This would have to do with the TVL and sharpness of the preset most likely. You can try presets with “Fine”, “Near Field”, Le’Sarsh", “Smooth” or “PVM/Pro Monitor Edition” in their filenames as well as some of my newer Shadow Mask presets for a less harsh/coarse Mask/Scanline experience. Do note that if you sit close enough to a large enough CRT TV you would also notice the scanline gaps and screen door effect provided by the Mask/Phosphor especially on a lower TVL set.

You can also try lowering the Integer Scale Factors which will give you a smaller window/viewport size.
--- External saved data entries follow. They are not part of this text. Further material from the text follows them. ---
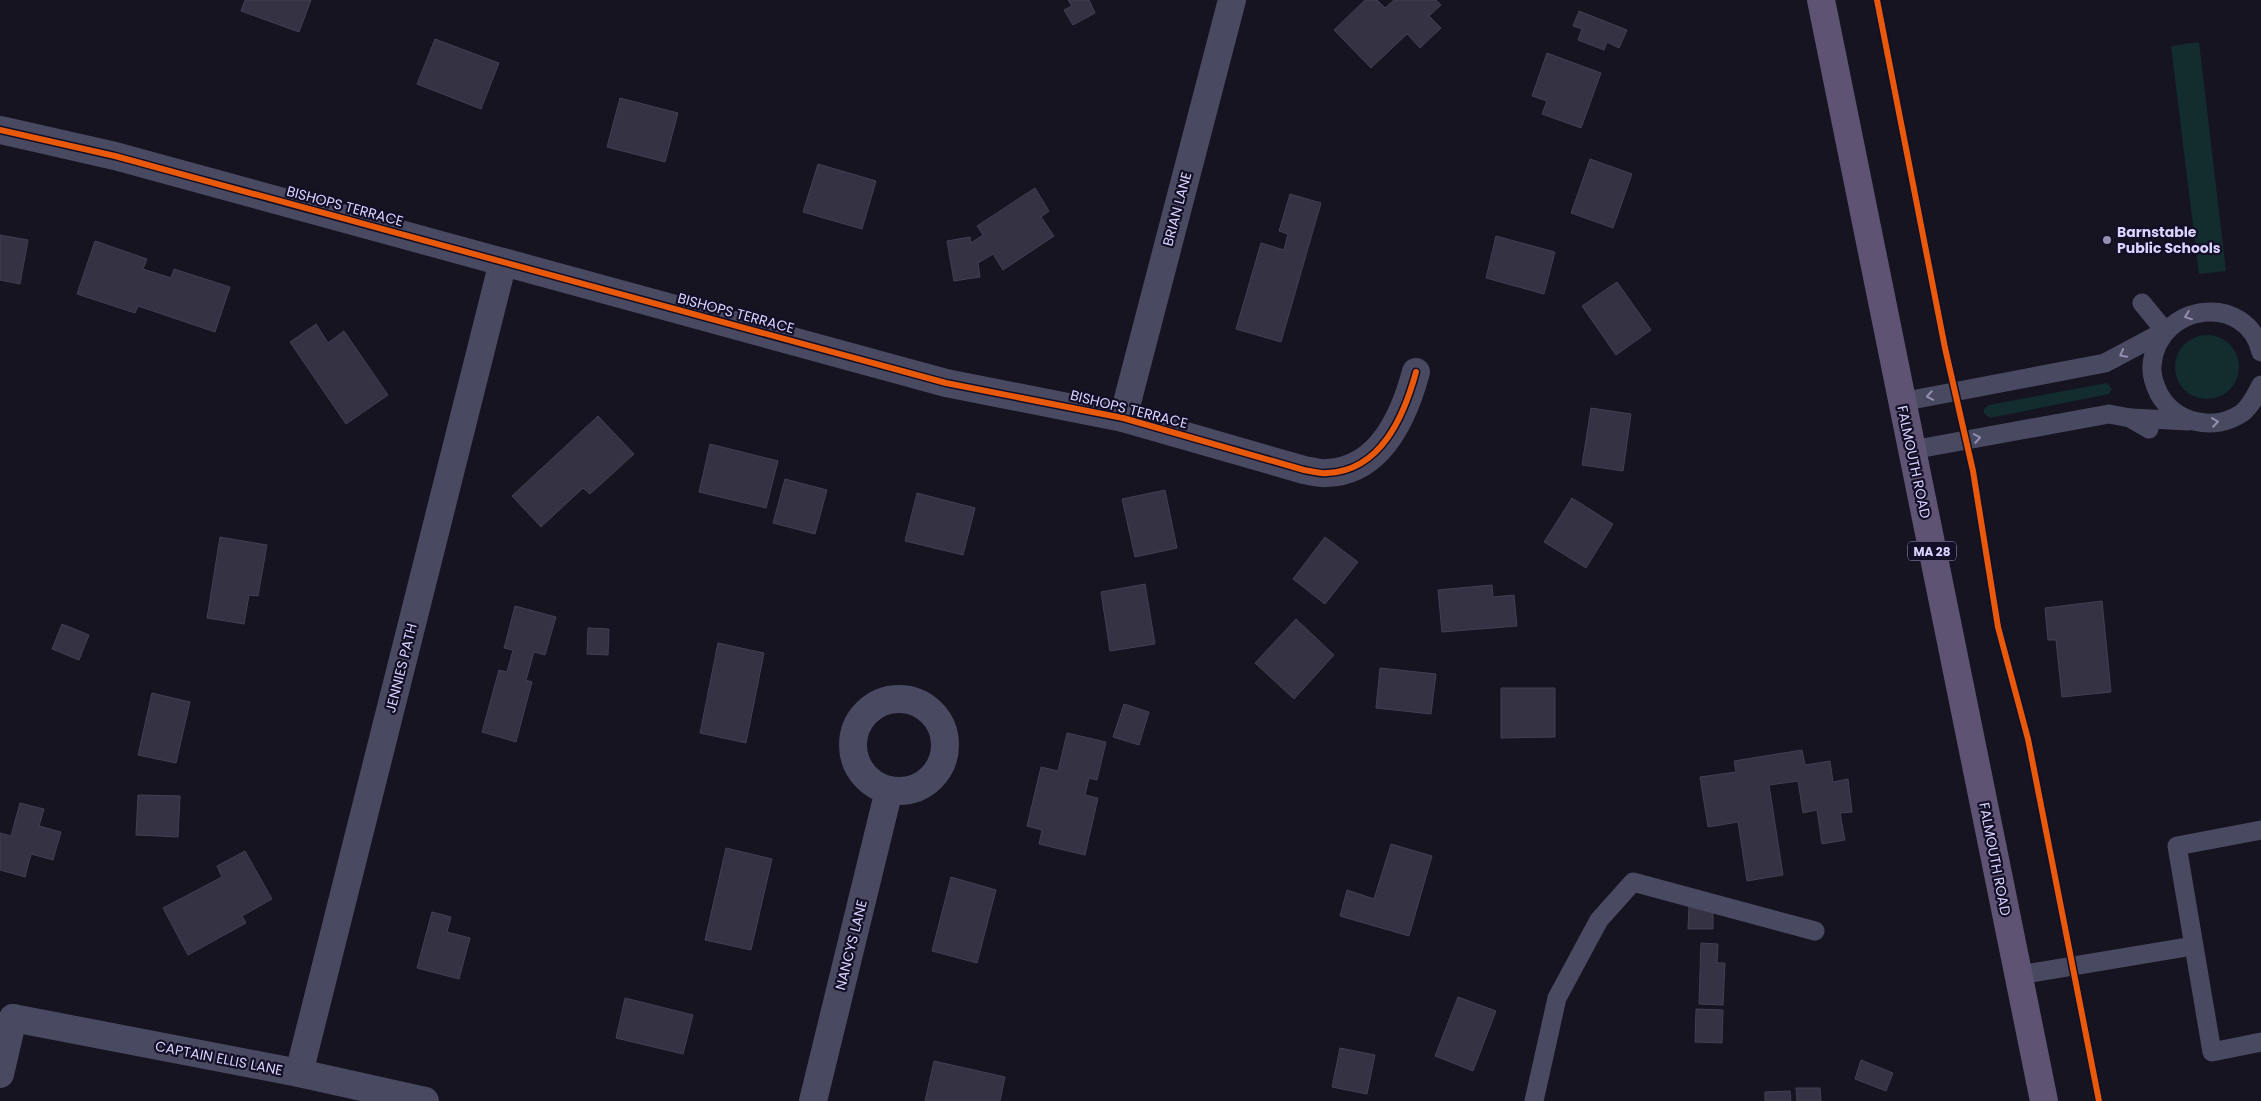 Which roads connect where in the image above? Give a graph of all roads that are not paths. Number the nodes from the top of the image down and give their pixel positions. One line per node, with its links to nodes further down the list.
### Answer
1 (1232, 0): 11 (street, BRIAN LANE)
2 (1821, 0): 10 (main road, FALMOUTH ROAD / MA 28)
3 (0, 130): 4 (street, BISHOPS TERRACE)
4 (503, 262): 11 (street, BISHOPS TERRACE); 23 (street, JENNIES PATH)
5 (2142, 303): 6 (lane)
6 (2166, 331): 7 (lane, one-way to 6); 10 (lane, one-way to 10); 13 (lane)
7 (2261, 346)
8 (1416, 372): 11 (street, BISHOPS TERRACE)
9 (2261, 385): 13 (lane, one-way to 9)
10 (1901, 402): 15 (main road, FALMOUTH ROAD / MA 28)
11 (1123, 418)
12 (2130, 418): 13 (lane); 14 (lane); 15 (lane, one-way to 12)
13 (2192, 421)
14 (2149, 429)
15 (1912, 450): 20 (main road, FALMOUTH ROAD / MA 28)
16 (889, 790): 26 (street, NANCYS LANE)
17 (2261, 830): 19 (lane)
18 (1815, 931): 27 (lane)
19 (2193, 946): 20 (lane); 22 (lane)
20 (2018, 975): 28 (main road, FALMOUTH ROAD / MA 28)
21 (6, 1012): 23 (street, CAPTAIN ELLIS LANE); 24 (street)
22 (2261, 1042)
23 (299, 1073): 25 (street, CAPTAIN ELLIS LANE)
24 (0, 1074)
25 (425, 1101)
26 (813, 1101)
27 (1534, 1101)
28 (2044, 1101) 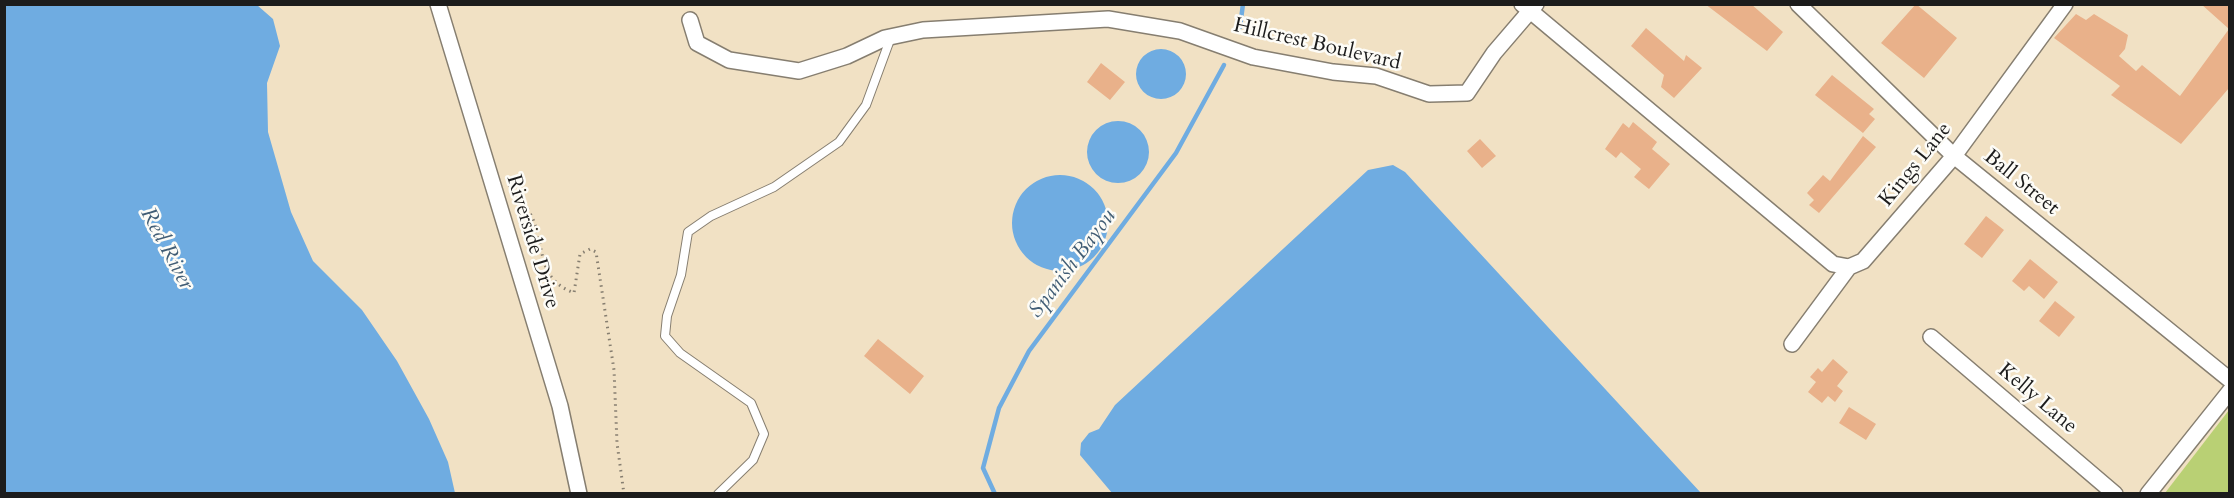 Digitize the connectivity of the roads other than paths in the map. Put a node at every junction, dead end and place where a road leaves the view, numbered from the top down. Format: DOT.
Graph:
graph roads {
  1 [pos="438,4"];
  2 [pos="1798,4"];
  3 [pos="2065,4"];
  4 [pos="1530,7"];
  5 [pos="690,20"];
  6 [pos="891,37"];
  7 [pos="1954,156"];
  8 [pos="1849,267"];
  9 [pos="1931,337"];
  10 [pos="1792,344"];
  11 [pos="2229,380"];
  12 [pos="2229,391"];
  13 [pos="2154,492"];
  14 [pos="579,494"];
  15 [pos="718,494"];
  16 [pos="2115,494"];
  1 -- 14 [label="street, Riverside Drive"];
  2 -- 7 [label="street, Ball Street"];
  3 -- 7 [label="street, Kings Lane"];
  4 -- 6 [label="street, Hillcrest Boulevard"];
  4 -- 8 [label="street, Hillcrest Boulevard"];
  5 -- 6 [label="street, Hillcrest Boulevard"];
  6 -- 15 [label="lane"];
  7 -- 8 [label="street, Kings Lane"];
  7 -- 11 [label="street, Ball Street"];
  8 -- 10 [label="street, Kings Lane"];
  9 -- 16 [label="street, Kelly Lane"];
  12 -- 13 [label="street"];
}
Things tend to look a bit denser and clearer as you scale down in my opinion and you get the added bonus of additional brightness headroom.

Another thing to consider is that due to the triangular subpixel layout of your QD-OLED monitor, you’re not able to experience the emulated Mask and Phosphors rendered correctly and the imperfections and artifacts of this imperfect rendering might be slightly distorting the experience especially when closer to the screen.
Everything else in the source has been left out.